##### Listed entries #####

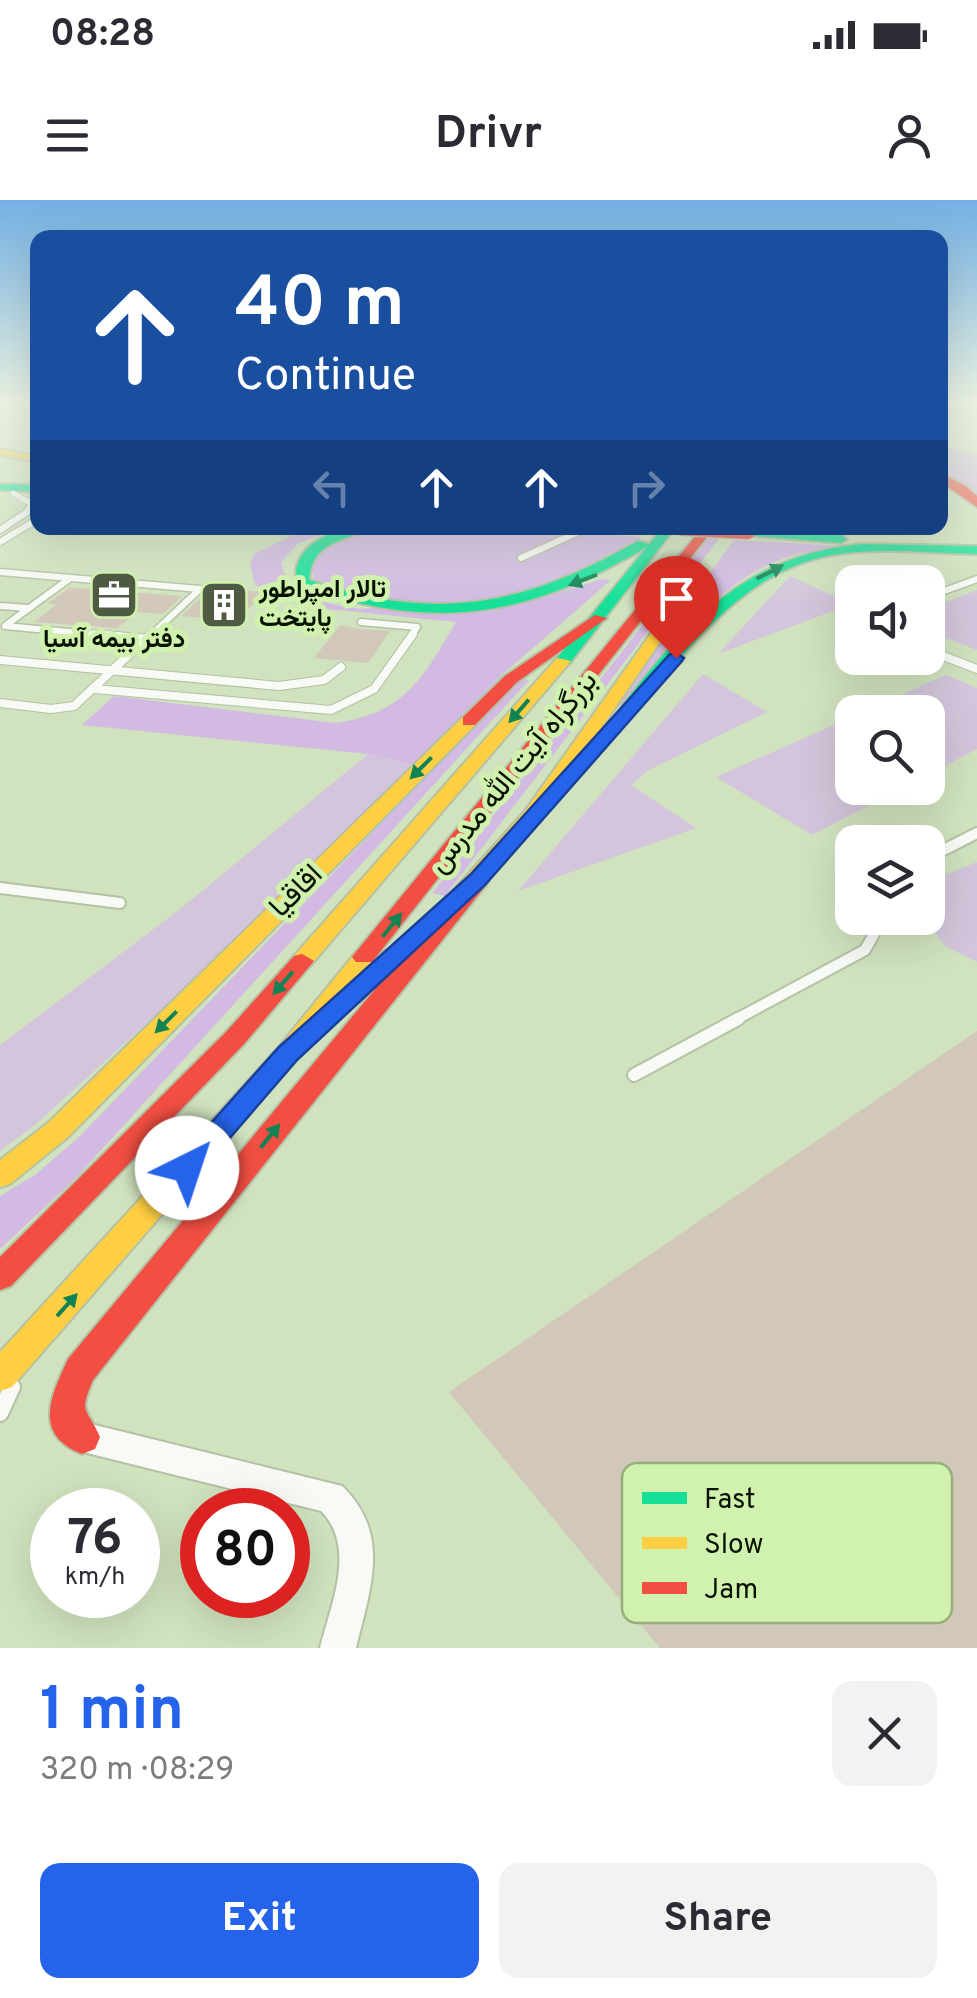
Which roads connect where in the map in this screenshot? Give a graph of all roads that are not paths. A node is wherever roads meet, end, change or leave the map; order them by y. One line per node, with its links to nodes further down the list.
1 (948, 480): 5 (main road)
2 (3, 488): 3 (main road); 4 (lane)
3 (30, 488)
4 (30, 503)
5 (977, 504)
6 (30, 506): 8 (lane)
7 (30, 524): 18 (lane)
8 (0, 530)
9 (948, 531): 10 (main road)
10 (977, 532)
11 (336, 535): 13 (main road, one-way to 11)
12 (572, 535): 20 (lane)
13 (657, 535)
14 (662, 535): 27 (main road, بزرگراه آیت الله مدرس)
15 (702, 535): 45 (main road, بزرگراه آیت الله مدرس, one-way to 15)
16 (736, 535): 38 (main road)
17 (802, 535): 19 (main road)
18 (0, 542)
19 (977, 549): 38 (main road, one-way to 19)
20 (521, 558)
21 (0, 572): 22 (lane)
22 (70, 578): 26 (lane); 30 (lane)
23 (977, 579): 24 (lane)
24 (945, 591)
25 (0, 606): 26 (lane)
26 (29, 608): 29 (lane)
27 (602, 616): 47 (main road, اقاقیا, one-way to 47); 48 (main road, بزرگراه آیت الله مدرس, one-way to 48)
28 (362, 622): 36 (lane)
29 (3, 626): 30 (lane)
30 (150, 638): 35 (lane)
31 (945, 657): 34 (lane)
32 (0, 660): 35 (lane)
33 (341, 667): 35 (lane)
34 (977, 669)
35 (115, 671): 36 (lane)
36 (95, 689): 37 (lane)
37 (0, 704)
38 (532, 815): 41 (main road)
39 (977, 833): 40 (lane)
40 (945, 849)
41 (478, 880): 45 (main road); 52 (main road, one-way to 41)
42 (0, 888): 43 (lane)
43 (120, 903)
44 (873, 935): 46 (lane)
45 (288, 1054): 49 (main road, بزرگراه آیت الله مدرس, one-way to 45)
46 (634, 1075)
47 (0, 1176)
48 (0, 1278)
49 (31, 1344): 50 (main road, بزرگراه آیت الله مدرس); 51 (lane)
50 (0, 1376)
51 (0, 1414)
52 (82, 1436): 53 (street)
53 (338, 1648)

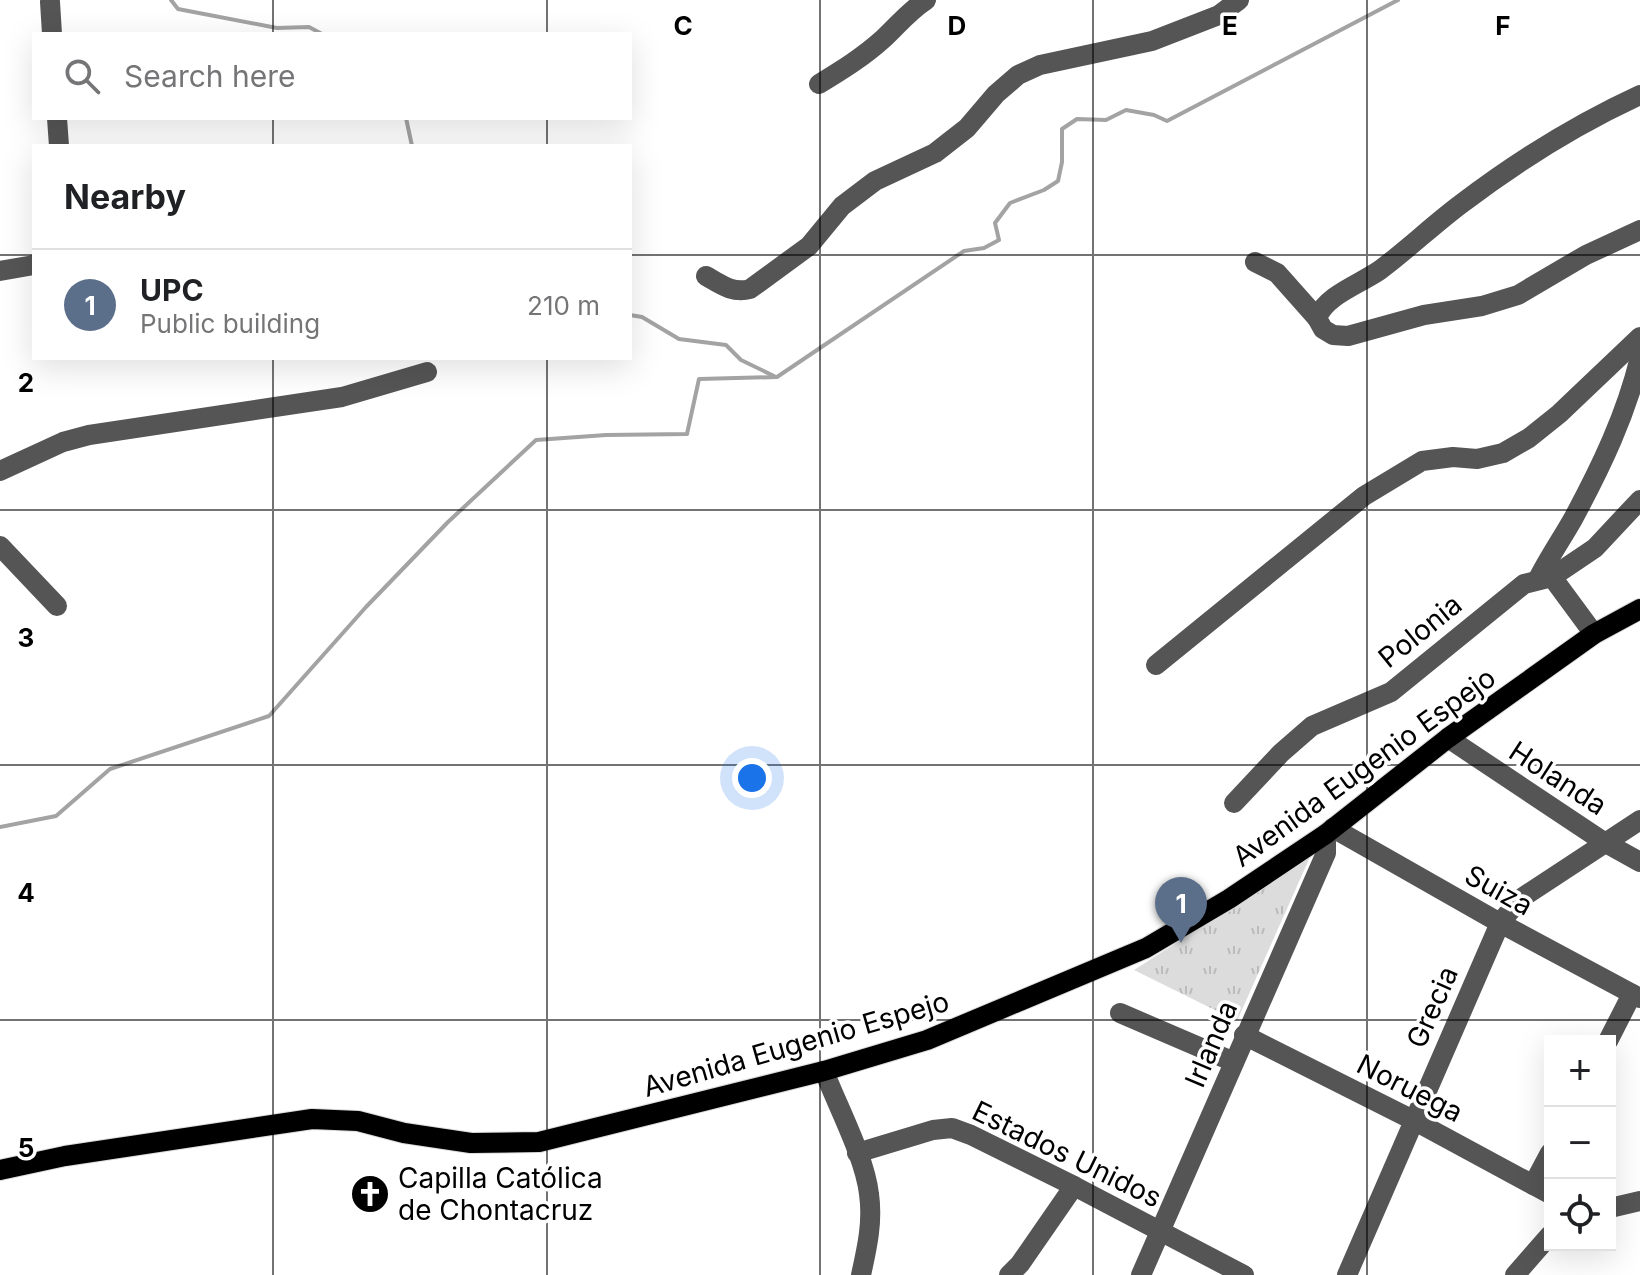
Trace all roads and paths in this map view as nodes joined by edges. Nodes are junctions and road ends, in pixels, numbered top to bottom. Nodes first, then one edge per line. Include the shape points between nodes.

#####

* _What this task involves_
Copy out the material word for word, without any images.

* _Answer to this problem_
Which roads connect where in the map in this screenshot? Give a graph of all roads that are not paths. A node is wherever roads meet, end, change or leave the map; order them by y. One line per node, with its links to nodes further down the list.
1 (948, 480): 5 (main road)
2 (3, 488): 3 (main road); 4 (lane)
3 (30, 488)
4 (30, 503)
5 (977, 504)
6 (30, 506): 8 (lane)
7 (30, 524): 18 (lane)
8 (0, 530)
9 (948, 531): 10 (main road)
10 (977, 532)
11 (336, 535): 13 (main road, one-way to 11)
12 (572, 535): 20 (lane)
13 (657, 535)
14 (662, 535): 27 (main road, بزرگراه آیت الله مدرس)
15 (702, 535): 45 (main road, بزرگراه آیت الله مدرس, one-way to 15)
16 (736, 535): 38 (main road)
17 (802, 535): 19 (main road)
18 (0, 542)
19 (977, 549): 38 (main road, one-way to 19)
20 (521, 558)
21 (0, 572): 22 (lane)
22 (70, 578): 26 (lane); 30 (lane)
23 (977, 579): 24 (lane)
24 (945, 591)
25 (0, 606): 26 (lane)
26 (29, 608): 29 (lane)
27 (602, 616): 47 (main road, اقاقیا, one-way to 47); 48 (main road, بزرگراه آیت الله مدرس, one-way to 48)
28 (362, 622): 36 (lane)
29 (3, 626): 30 (lane)
30 (150, 638): 35 (lane)
31 (945, 657): 34 (lane)
32 (0, 660): 35 (lane)
33 (341, 667): 35 (lane)
34 (977, 669)
35 (115, 671): 36 (lane)
36 (95, 689): 37 (lane)
37 (0, 704)
38 (532, 815): 41 (main road)
39 (977, 833): 40 (lane)
40 (945, 849)
41 (478, 880): 45 (main road); 52 (main road, one-way to 41)
42 (0, 888): 43 (lane)
43 (120, 903)
44 (873, 935): 46 (lane)
45 (288, 1054): 49 (main road, بزرگراه آیت الله مدرس, one-way to 45)
46 (634, 1075)
47 (0, 1176)
48 (0, 1278)
49 (31, 1344): 50 (main road, بزرگراه آیت الله مدرس); 51 (lane)
50 (0, 1376)
51 (0, 1414)
52 (82, 1436): 53 (street)
53 (338, 1648)

Trace all roads and paths in this map view as nodes joined by edges. Nodes are junctions and road ends, in pixels, numbered top to bottom. Nodes first, then one edge per line. Include the shape points between nodes.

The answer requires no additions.